The EPA’s proposed Clean Power Plan, meant to reduce carbon by 30% by 2030, is expected to be accomplished through a combination of improving existing power plants, switching to cleaner generation, boosting renewables, and improving energy efficiency. It is more than likely that the global economy’s ability to innovate and drive economies of scale will significantly ease this transition, providing as yet unknown but superior alternatives.

Consider this: the wind and solar industries barely existed five years ago. Today, costs of wind have fallen by 58% in the last five years, and the price of installed solar has plummeted by 75% over the same period. Deutsche Bank estimates solar may fall another 30% in the coming three years. On the efficiency front, LED lighting has improved by almost 50% in just three years

Meanwhile, Lockheed publicly states that it expects to develop a prototype 100 megawatt fusion reactor the size of a truck in five years; Stanford has developed peel and stick solar; and Rice University created a paint-on lithium ion battery technology. With ever-stronger supercomputers – some of which in five years may be capable of 1000x today’s computing power – innovation in energy technologies will further accelerate.

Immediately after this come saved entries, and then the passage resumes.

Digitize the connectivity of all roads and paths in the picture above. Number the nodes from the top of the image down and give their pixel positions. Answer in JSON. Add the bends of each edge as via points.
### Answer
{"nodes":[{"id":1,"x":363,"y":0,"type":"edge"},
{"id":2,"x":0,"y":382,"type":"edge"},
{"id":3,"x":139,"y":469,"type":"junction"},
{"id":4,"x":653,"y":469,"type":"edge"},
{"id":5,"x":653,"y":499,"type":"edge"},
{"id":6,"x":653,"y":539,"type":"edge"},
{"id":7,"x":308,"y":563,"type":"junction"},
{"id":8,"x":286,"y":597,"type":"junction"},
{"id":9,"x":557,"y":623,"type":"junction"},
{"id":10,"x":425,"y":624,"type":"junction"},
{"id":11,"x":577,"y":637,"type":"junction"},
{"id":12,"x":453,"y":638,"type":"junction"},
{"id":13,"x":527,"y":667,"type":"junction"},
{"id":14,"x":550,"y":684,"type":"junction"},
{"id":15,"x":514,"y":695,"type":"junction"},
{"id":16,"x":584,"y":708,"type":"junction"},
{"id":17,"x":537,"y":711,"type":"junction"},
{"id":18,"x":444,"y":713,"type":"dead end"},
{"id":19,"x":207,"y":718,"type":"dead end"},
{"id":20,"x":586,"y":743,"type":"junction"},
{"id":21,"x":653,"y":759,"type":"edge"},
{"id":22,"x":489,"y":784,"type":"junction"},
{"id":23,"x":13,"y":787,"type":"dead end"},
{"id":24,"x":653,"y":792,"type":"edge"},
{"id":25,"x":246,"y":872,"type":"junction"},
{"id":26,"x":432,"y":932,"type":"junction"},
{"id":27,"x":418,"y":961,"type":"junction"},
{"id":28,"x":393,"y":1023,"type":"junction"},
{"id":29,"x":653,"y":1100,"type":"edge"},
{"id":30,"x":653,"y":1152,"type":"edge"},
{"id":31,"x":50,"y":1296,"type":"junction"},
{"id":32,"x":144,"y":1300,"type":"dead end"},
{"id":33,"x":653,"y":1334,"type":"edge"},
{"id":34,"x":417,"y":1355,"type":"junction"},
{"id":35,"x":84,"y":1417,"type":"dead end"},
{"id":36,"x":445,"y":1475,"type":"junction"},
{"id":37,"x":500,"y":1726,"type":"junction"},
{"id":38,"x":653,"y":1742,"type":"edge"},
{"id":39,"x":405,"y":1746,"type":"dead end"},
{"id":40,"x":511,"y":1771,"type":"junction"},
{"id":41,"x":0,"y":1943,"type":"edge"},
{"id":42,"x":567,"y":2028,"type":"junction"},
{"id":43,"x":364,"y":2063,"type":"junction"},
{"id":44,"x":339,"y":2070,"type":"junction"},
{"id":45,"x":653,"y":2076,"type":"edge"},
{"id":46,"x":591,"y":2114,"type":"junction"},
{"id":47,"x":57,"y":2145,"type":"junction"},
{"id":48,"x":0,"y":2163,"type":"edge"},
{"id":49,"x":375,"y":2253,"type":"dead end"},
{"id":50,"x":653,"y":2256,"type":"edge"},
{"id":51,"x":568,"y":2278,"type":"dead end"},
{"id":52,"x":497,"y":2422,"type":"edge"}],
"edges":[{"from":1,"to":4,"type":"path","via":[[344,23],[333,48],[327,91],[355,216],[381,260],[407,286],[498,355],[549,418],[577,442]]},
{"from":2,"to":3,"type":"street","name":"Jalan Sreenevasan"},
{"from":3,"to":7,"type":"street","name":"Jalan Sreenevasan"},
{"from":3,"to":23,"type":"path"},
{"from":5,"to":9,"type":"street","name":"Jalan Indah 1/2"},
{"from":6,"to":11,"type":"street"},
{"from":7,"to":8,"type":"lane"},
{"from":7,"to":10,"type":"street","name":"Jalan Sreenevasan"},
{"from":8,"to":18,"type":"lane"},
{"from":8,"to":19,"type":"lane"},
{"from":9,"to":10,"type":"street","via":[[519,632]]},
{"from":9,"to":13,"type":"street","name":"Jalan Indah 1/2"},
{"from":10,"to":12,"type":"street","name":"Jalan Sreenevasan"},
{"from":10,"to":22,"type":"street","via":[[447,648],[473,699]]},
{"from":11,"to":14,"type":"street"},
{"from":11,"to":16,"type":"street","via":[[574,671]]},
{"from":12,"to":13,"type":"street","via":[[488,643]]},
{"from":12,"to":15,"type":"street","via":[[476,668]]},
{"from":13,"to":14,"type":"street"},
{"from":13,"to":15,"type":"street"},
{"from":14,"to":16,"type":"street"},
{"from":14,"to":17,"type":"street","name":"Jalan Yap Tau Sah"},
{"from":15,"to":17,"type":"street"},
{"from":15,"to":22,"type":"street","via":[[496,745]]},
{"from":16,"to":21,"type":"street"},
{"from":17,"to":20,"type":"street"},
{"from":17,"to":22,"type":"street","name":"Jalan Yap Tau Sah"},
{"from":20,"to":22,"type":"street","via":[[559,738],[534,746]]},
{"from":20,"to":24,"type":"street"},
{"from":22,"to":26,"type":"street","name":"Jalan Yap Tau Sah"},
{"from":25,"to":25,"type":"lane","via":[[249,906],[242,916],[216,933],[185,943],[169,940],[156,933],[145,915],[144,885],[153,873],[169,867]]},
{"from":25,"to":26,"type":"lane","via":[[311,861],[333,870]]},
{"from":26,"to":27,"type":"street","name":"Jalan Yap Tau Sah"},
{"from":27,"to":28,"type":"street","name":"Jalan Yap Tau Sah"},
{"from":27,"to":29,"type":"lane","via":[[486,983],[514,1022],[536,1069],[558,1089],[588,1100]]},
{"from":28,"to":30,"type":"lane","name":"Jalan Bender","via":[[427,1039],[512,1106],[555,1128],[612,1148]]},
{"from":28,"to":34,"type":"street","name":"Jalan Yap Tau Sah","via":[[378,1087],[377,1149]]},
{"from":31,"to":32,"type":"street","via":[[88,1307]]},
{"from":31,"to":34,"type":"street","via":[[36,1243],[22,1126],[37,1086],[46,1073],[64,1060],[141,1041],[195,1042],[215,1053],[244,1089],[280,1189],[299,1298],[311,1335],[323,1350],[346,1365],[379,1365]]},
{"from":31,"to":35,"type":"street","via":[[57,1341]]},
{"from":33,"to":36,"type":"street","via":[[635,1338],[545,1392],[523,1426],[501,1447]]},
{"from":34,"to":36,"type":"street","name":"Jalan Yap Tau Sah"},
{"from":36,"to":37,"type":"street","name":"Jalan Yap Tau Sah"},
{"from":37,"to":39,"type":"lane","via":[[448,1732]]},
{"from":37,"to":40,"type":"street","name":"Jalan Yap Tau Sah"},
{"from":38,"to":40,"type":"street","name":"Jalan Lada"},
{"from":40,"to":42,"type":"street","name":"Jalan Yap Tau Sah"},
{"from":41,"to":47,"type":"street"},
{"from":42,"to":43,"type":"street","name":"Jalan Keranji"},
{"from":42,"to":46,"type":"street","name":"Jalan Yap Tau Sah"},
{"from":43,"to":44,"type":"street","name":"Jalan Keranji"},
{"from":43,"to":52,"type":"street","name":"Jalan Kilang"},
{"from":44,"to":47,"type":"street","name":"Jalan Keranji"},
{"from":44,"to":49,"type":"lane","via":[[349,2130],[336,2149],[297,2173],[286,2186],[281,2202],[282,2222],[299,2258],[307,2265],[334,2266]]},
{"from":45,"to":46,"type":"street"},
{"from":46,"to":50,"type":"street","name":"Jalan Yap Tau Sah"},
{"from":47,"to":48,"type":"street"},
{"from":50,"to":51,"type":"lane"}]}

The Clean Power Plan will accelerate the process of innovation through necessity and increase the number of stakeholders involved. Quite possibly, we will reach the EPA 2030 goals with minimal difficulty or cost, via technologies we don’t even know about today, by virtue of the accelerating and unstoppable nature of technological progress.

Models and projections have not fully accounted for technology advances, market economies of scale and innovation, and our forecasts have been bad in the last five to ten years as a result. We should model them into the policy and energy planning processes, allowing us to fully capitalize on the benefits of innovation. At a minimum, every forecast should have an upside scenario explicitly associated with change related to technology.